Si è allora individuata un’immagine gestalt nell’opera di Vincent Van Gogh: Campo recintato con sole nascente (1889). A partire da quanto evoca l’immagine si è sviluppato il progetto architettonico: la tipologia delle forme, dei materiali e delle texture: così le trame delle coltivazioni diventano fasce parallele di pavimentazioni a correre, cumuli di nuda terra: podi e gradonate con rampe e rivestimenti in conglomerato tipo levocel; doghe in legno composito (per ragioni di manutenzione), aiuole e installazioni floreali, enfatizzate da fondali in vetro, richiamano la vegetazione, ampi tendaggi riferiscono all’esigenza della protezione dal sole, arredi da esterni come enormi frutti sul terreno.

 

Definite le modalità espressive, l’intervento si è focalizzato sull’esigenza di razionalizzare i collegamenti (vi si affacciano 17 accessi e due androni a quote diverse) e le reti impiantistiche rifacendole ex-novo, rimuovendo i macchinari, inclusi gli ingombranti vani contatori (traferiti in prossimità della strada) e confinandoli in zone più discrete. L’area è stata completamente pavimentata in file parallele di pietra luserna montata a correre, alternate a file diseguali di cogoli di fiume, file che nell’aiuola diventano veri filari, con piante aromatiche e viti (l’uso della vite è stato molto apprezzato dagli utenti sia per l’aspetto ornamentale che per l’accesso al frutto).
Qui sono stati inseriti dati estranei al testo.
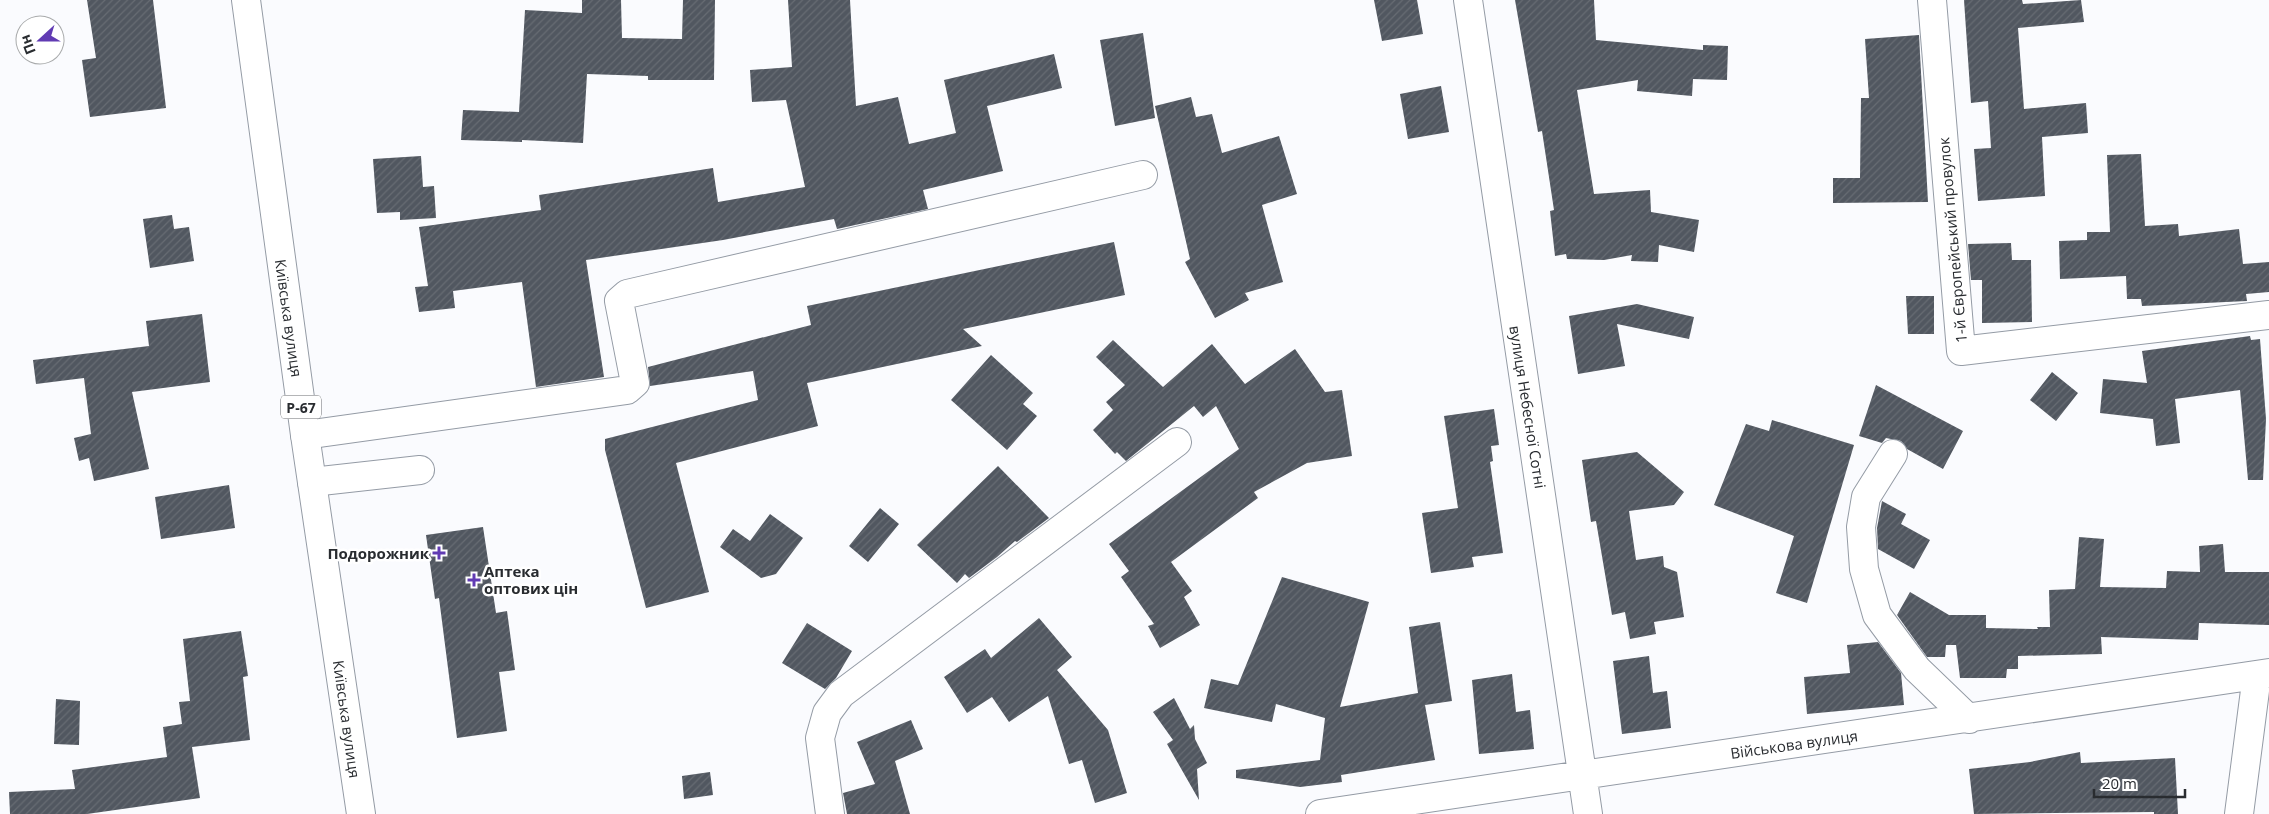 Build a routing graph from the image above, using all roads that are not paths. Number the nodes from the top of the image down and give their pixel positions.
1 (246, 0) edge
2 (1468, 0) edge
3 (1932, 0) edge
4 (1143, 175) dead end
5 (2269, 314) edge
6 (305, 435) junction
7 (1177, 442) dead end
8 (1893, 454) dead end
9 (420, 470) dead end
10 (312, 482) junction
11 (2263, 674) edge
12 (1969, 719) junction
13 (1584, 775) junction
14 (361, 814) edge
15 (830, 814) edge
16 (1320, 814) edge
17 (1588, 814) edge
18 (2239, 814) edge

1 - 6 street, Київська вулиця / Р-67
2 - 13 street, вулиця Небесної Сотні
3 - 5 street, 1-й Європейський провулок
4 - 6 street
6 - 10 street, Київська вулиця / Р-67
7 - 15 street
8 - 12 street
9 - 10 street
10 - 14 street, Київська вулиця / Р-67
11 - 12 street, Військова вулиця
11 - 18 street
12 - 13 street, Військова вулиця
13 - 16 street, Військова вулиця
13 - 17 street, вулиця Небесної Сотні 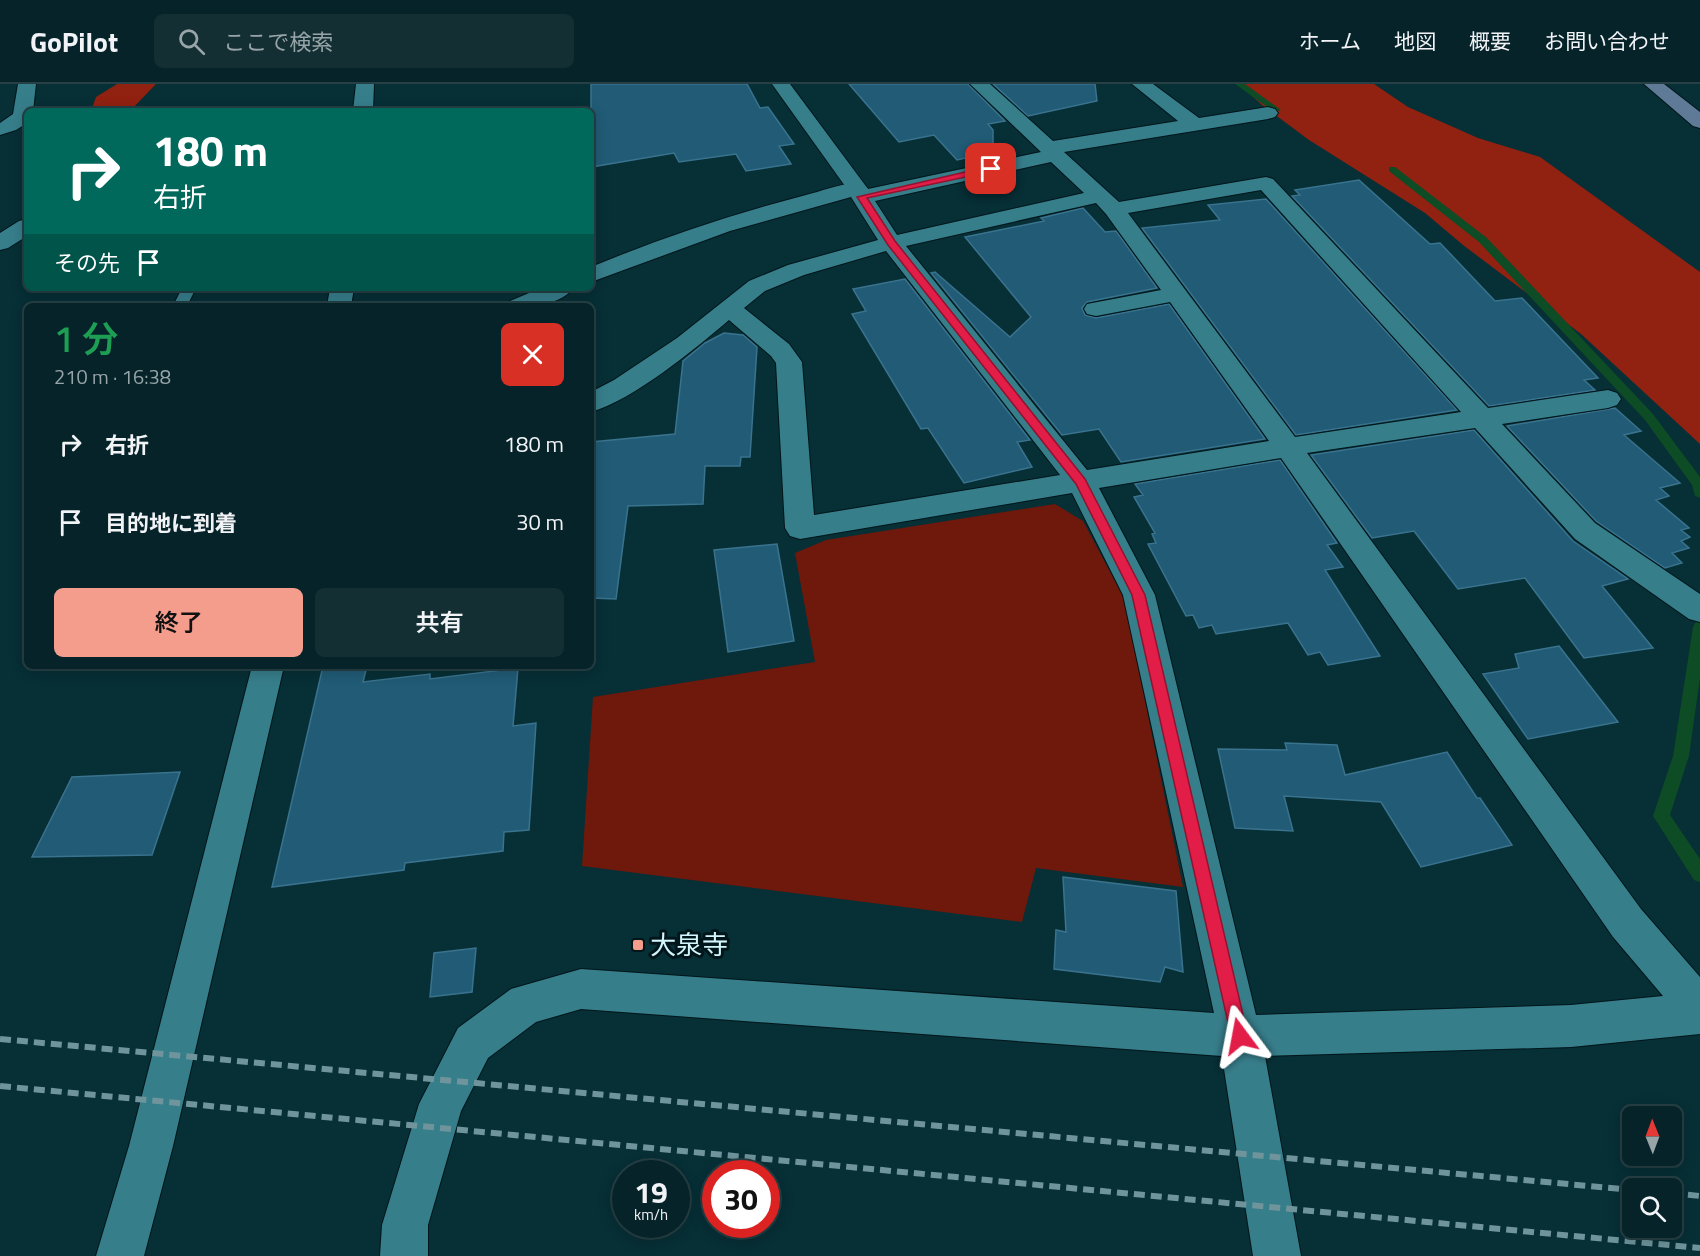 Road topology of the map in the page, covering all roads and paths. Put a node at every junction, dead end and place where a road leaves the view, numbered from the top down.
1 (27, 84) edge
2 (365, 84) edge
3 (781, 84) edge
4 (978, 84) edge
5 (1141, 84) edge
6 (1653, 84) edge
7 (24, 108) edge
8 (363, 108) edge
9 (24, 109) edge
10 (1268, 112) dead end
11 (1700, 122) edge
12 (1194, 124) junction
13 (0, 129) edge
14 (1052, 152) junction
15 (859, 193) junction
16 (1107, 202) junction
17 (24, 228) edge
18 (0, 243) edge
19 (891, 243) junction
20 (594, 274) edge
21 (554, 291) edge
22 (1177, 294) junction
23 (525, 303) edge
24 (729, 308) junction
25 (1096, 309) dead end
26 (1608, 399) dead end
27 (594, 401) edge
28 (1482, 417) junction
29 (1288, 447) junction
30 (1081, 482) junction
31 (1700, 610) edge
32 (267, 669) edge
33 (1700, 1008) edge
34 (1700, 1013) edge
35 (1240, 1036) junction
36 (120, 1256) edge
37 (404, 1256) edge
38 (1277, 1256) edge

1 - 7 street
2 - 8 street
3 - 15 street
4 - 14 street
5 - 12 street
6 - 11 main road
9 - 13 street
10 - 12 street
12 - 14 street
14 - 15 street
14 - 16 street
15 - 19 street
15 - 20 street
16 - 19 street
16 - 22 street
16 - 28 street
17 - 18 street
19 - 24 street
19 - 30 street
21 - 23 street
22 - 25 street
22 - 29 street
24 - 27 street
24 - 30 street
26 - 28 street
28 - 29 street
28 - 31 street
29 - 30 street
29 - 33 street
30 - 35 street
32 - 36 street
34 - 35 street
35 - 37 street
35 - 38 street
E’ stata sostituita la scala di emergenza originaria con una in acciaio in tralicci ad albero, accostandola al fabbricato per recuperare spazio utile, sotto di essa si è ricavato uno spazio tecnico schermato.

 

Per collegare alcuni degli accessi a quote diverse, mitigare l’impatto della scala di sicurezza, nonché per creare una sedile continuo utile ai fruitori per soggiornare nella corte, sono state realizzate delle rampe-gradoni in cls levocel e legno composito, protette dal sole con tendaggi in pvc su montanti inox e fioriere continue.